EXERCISE INPUTS Start Marker
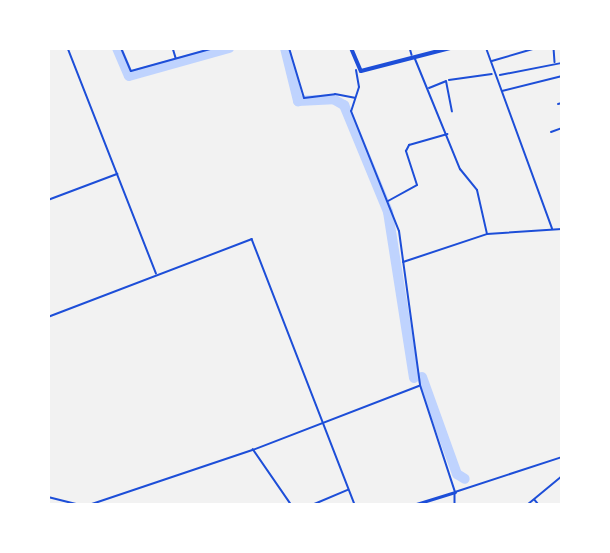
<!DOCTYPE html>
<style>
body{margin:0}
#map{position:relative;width:610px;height:553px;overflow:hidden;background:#f2f2f2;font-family:"Roboto Condensed",sans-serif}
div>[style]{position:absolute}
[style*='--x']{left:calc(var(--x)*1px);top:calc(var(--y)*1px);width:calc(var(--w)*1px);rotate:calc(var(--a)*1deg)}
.river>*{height:10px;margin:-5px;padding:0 5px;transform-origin:5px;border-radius:5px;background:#bfd3fe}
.path>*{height:1.5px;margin:-0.75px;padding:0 0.75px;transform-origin:0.75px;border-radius:0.75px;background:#1d4ed8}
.service>*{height:1.5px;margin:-0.75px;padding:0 0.75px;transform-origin:0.75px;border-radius:0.75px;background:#1d4ed8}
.minor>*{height:2px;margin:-1px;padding:0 1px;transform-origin:1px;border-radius:1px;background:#1d4ed8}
.tertiary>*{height:3px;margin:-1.5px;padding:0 1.5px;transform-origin:1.5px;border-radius:1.5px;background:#1d4ed8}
.secondary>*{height:4px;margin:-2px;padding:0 2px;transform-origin:2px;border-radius:2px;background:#1d4ed8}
span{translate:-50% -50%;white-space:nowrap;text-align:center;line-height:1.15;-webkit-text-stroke:6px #fff;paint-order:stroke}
.frame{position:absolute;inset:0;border:50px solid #fff;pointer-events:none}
</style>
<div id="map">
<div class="river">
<div style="--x:117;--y:48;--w:30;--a:67"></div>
<div style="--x:129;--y:76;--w:104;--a:-15.6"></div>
<div style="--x:285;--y:48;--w:55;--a:76.2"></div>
<div style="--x:298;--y:101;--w:35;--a:-3"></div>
<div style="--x:333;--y:99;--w:13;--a:29"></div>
<div style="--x:344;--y:105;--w:116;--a:67.6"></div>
<div style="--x:388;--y:212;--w:168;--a:81.1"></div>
<div style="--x:422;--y:377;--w:103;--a:70.2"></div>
<div style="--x:457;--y:474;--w:9;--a:32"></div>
</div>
<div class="path">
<div style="--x:554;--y:48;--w:14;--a:86"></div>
<div style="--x:500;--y:75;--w:63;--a:-11"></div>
<div style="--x:449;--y:80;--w:43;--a:-7.9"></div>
</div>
<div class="service">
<div style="--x:68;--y:48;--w:242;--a:68.6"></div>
<div style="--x:173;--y:48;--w:10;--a:73"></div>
<div style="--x:410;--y:48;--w:7;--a:74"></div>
<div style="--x:492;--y:61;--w:43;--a:-16.3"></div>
<div style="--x:48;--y:200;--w:74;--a:-20.6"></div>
<div style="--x:48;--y:317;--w:218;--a:-20.9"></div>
<div style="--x:252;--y:239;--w:285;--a:68.8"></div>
<div style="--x:455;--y:494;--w:11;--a:90"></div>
<div style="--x:535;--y:500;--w:6;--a:51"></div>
<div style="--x:89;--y:505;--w:172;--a:-18.6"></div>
<div style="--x:291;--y:505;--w:67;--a:-124.6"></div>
<div style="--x:253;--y:450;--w:178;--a:-21.1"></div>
<div style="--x:312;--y:505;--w:39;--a:-23"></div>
<div style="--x:527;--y:505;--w:45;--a:-39.6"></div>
</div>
<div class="minor">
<div style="--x:121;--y:48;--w:25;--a:67"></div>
<div style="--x:131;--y:71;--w:86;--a:-15.5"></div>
<div style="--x:289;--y:48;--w:52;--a:73.3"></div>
<div style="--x:304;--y:98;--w:31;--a:-7"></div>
<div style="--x:335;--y:94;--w:20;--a:11"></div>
<div style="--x:486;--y:48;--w:192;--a:69.9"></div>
<div style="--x:415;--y:59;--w:119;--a:67.8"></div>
<div style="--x:460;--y:169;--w:27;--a:51"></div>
<div style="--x:477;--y:190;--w:45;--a:77.2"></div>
<div style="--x:356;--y:70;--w:17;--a:80"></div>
<div style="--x:359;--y:87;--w:25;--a:108"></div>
<div style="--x:351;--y:111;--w:129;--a:68.2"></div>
<div style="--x:399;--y:231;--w:155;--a:82.2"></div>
<div style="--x:420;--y:385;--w:113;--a:71.9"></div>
<div style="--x:455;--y:492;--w:113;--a:-18.1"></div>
<div style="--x:429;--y:88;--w:18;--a:-22"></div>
<div style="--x:446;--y:81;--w:31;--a:79"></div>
<div style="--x:502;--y:91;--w:62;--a:-14"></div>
<div style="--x:558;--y:104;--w:4;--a:-14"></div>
<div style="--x:551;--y:132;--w:12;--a:-20"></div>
<div style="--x:388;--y:201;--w:33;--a:-29"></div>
<div style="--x:417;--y:185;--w:36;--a:-108"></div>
<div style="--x:406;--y:151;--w:7;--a:-63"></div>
<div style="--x:409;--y:145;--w:40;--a:-16"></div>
<div style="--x:403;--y:262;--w:89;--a:-18.4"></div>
<div style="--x:487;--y:234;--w:75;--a:-3.8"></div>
<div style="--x:48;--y:497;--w:33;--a:14"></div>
</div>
<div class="tertiary">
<div style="--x:413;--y:505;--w:44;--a:-17.2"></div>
</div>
<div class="secondary">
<div style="--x:351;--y:48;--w:25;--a:67"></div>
<div style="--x:361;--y:71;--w:92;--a:-14.5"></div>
</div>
<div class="frame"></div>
</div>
EXERCISE INPUTS End Marker
▸ **TASK TO CARRY OUT**: State the number of lines above that include "width", and nothing further.

▸ **ANSWER TO THIS TASK**: 2